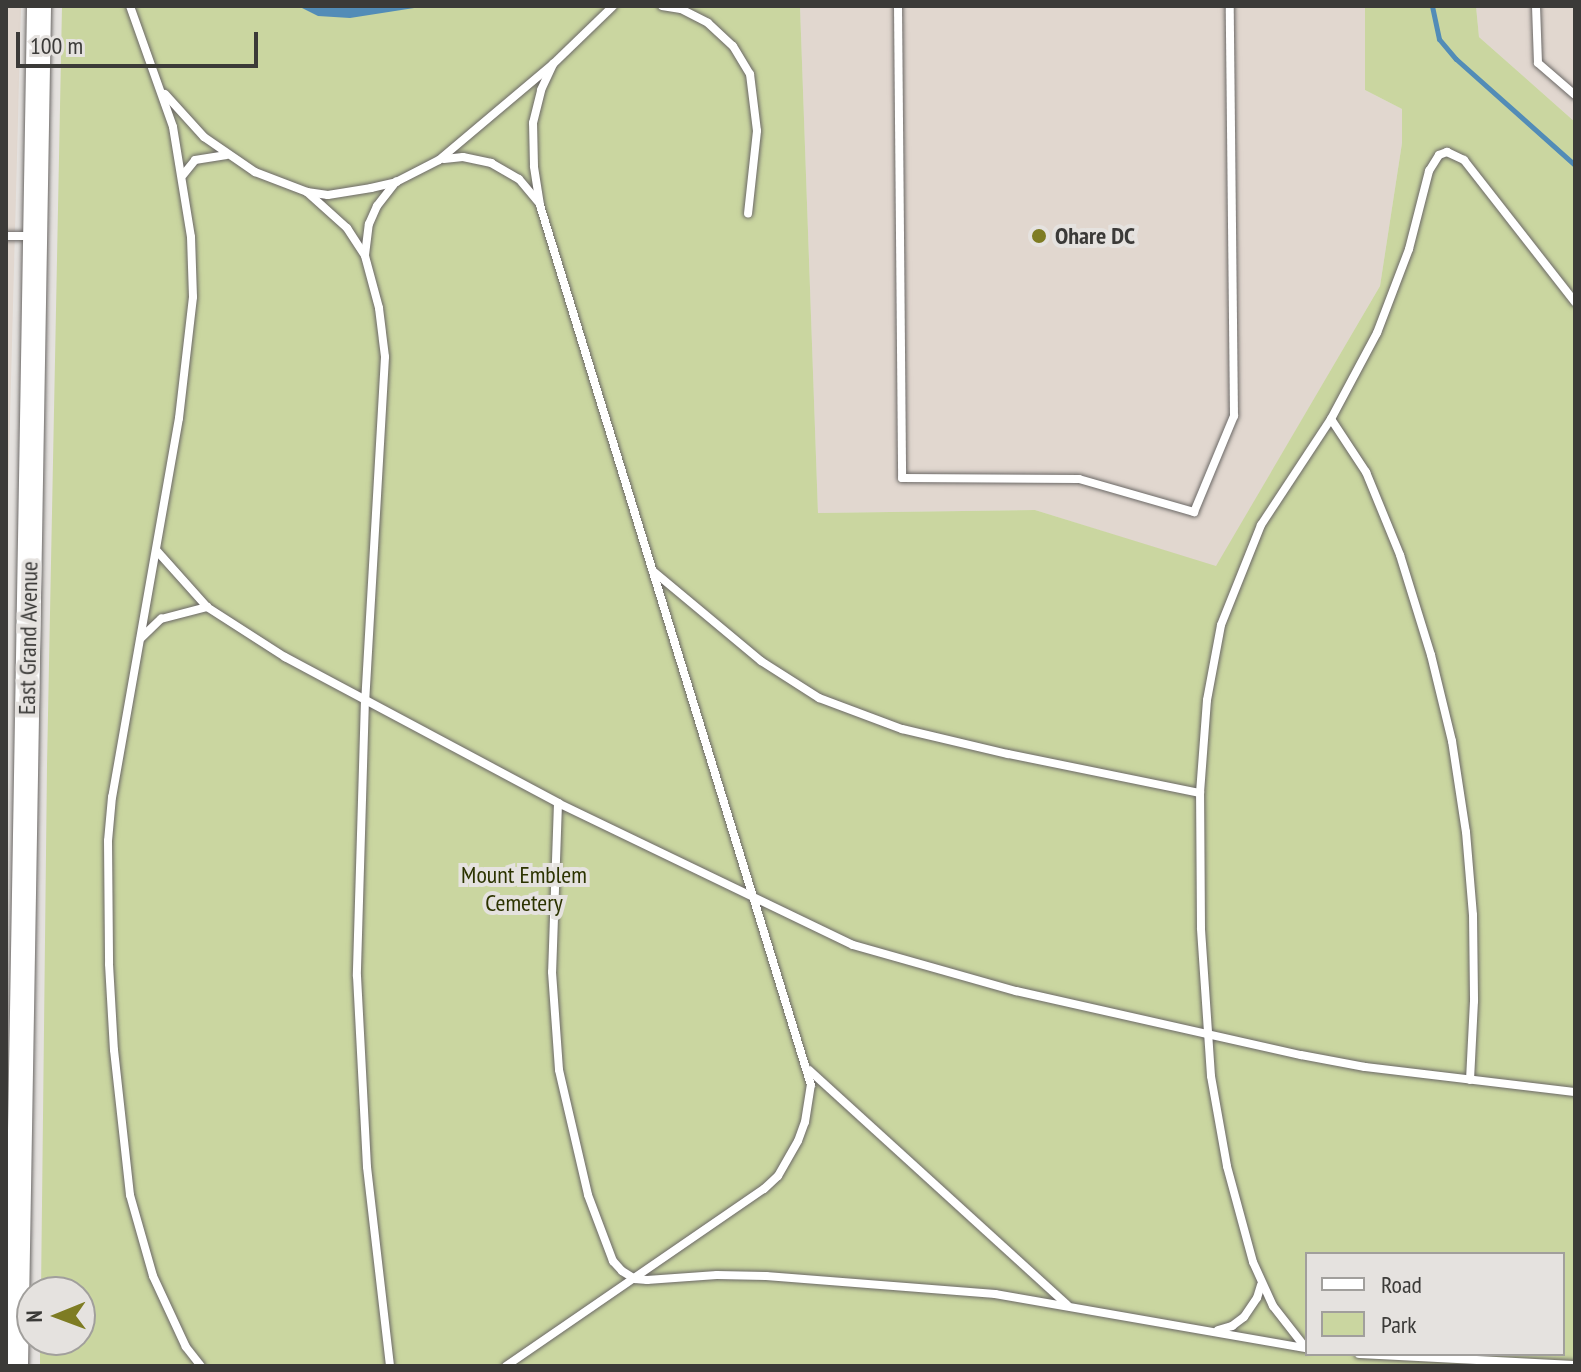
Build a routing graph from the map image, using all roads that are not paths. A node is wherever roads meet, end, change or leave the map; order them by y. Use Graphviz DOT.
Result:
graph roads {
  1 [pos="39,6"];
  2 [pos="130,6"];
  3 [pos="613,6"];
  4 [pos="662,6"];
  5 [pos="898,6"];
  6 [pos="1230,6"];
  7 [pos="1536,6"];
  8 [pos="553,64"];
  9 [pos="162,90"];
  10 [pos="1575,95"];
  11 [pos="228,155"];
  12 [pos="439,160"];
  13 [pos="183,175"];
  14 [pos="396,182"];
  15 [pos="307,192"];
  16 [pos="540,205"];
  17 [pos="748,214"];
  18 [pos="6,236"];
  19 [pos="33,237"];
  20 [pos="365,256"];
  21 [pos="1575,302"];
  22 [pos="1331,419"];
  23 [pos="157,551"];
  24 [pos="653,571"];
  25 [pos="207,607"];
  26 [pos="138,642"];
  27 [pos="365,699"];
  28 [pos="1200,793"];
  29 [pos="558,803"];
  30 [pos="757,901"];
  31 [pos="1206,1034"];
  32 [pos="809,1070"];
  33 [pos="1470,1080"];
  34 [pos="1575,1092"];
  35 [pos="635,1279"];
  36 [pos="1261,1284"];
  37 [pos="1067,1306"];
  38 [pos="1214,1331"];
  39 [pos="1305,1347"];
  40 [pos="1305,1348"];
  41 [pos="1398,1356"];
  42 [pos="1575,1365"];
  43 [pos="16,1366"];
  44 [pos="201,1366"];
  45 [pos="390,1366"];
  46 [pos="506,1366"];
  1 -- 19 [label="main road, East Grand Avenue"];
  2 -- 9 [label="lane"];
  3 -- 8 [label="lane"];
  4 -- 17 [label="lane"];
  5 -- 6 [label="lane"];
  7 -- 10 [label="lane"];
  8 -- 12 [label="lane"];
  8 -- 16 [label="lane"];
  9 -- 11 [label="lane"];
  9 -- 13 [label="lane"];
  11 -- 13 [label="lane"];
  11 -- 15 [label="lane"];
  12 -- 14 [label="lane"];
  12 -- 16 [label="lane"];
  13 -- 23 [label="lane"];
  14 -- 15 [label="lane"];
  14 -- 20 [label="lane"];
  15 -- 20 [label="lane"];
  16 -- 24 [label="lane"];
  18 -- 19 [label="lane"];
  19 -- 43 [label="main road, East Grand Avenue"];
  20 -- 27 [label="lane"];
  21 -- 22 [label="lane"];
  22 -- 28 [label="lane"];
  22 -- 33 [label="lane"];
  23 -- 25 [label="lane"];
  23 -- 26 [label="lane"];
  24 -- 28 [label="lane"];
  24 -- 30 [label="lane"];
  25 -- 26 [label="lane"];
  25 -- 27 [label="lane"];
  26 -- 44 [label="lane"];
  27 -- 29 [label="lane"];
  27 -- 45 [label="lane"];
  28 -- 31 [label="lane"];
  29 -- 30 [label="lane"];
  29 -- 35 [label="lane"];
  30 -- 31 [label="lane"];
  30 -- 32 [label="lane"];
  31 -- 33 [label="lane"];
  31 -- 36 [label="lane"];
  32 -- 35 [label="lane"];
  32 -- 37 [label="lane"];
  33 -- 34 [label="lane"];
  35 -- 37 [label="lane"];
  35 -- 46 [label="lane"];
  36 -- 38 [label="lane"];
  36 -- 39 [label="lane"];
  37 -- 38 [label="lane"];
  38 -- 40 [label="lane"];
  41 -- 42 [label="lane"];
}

§ What you should do
Only lines containing the string "roads" belong in the answer; find them in the data above and copy them.

§ Written reply
Build a routing graph from the map image, using all roads that are not paths. A node is wherever roads meet, end, change or leave the map; order them by y. Use Graphviz DOT.
graph roads {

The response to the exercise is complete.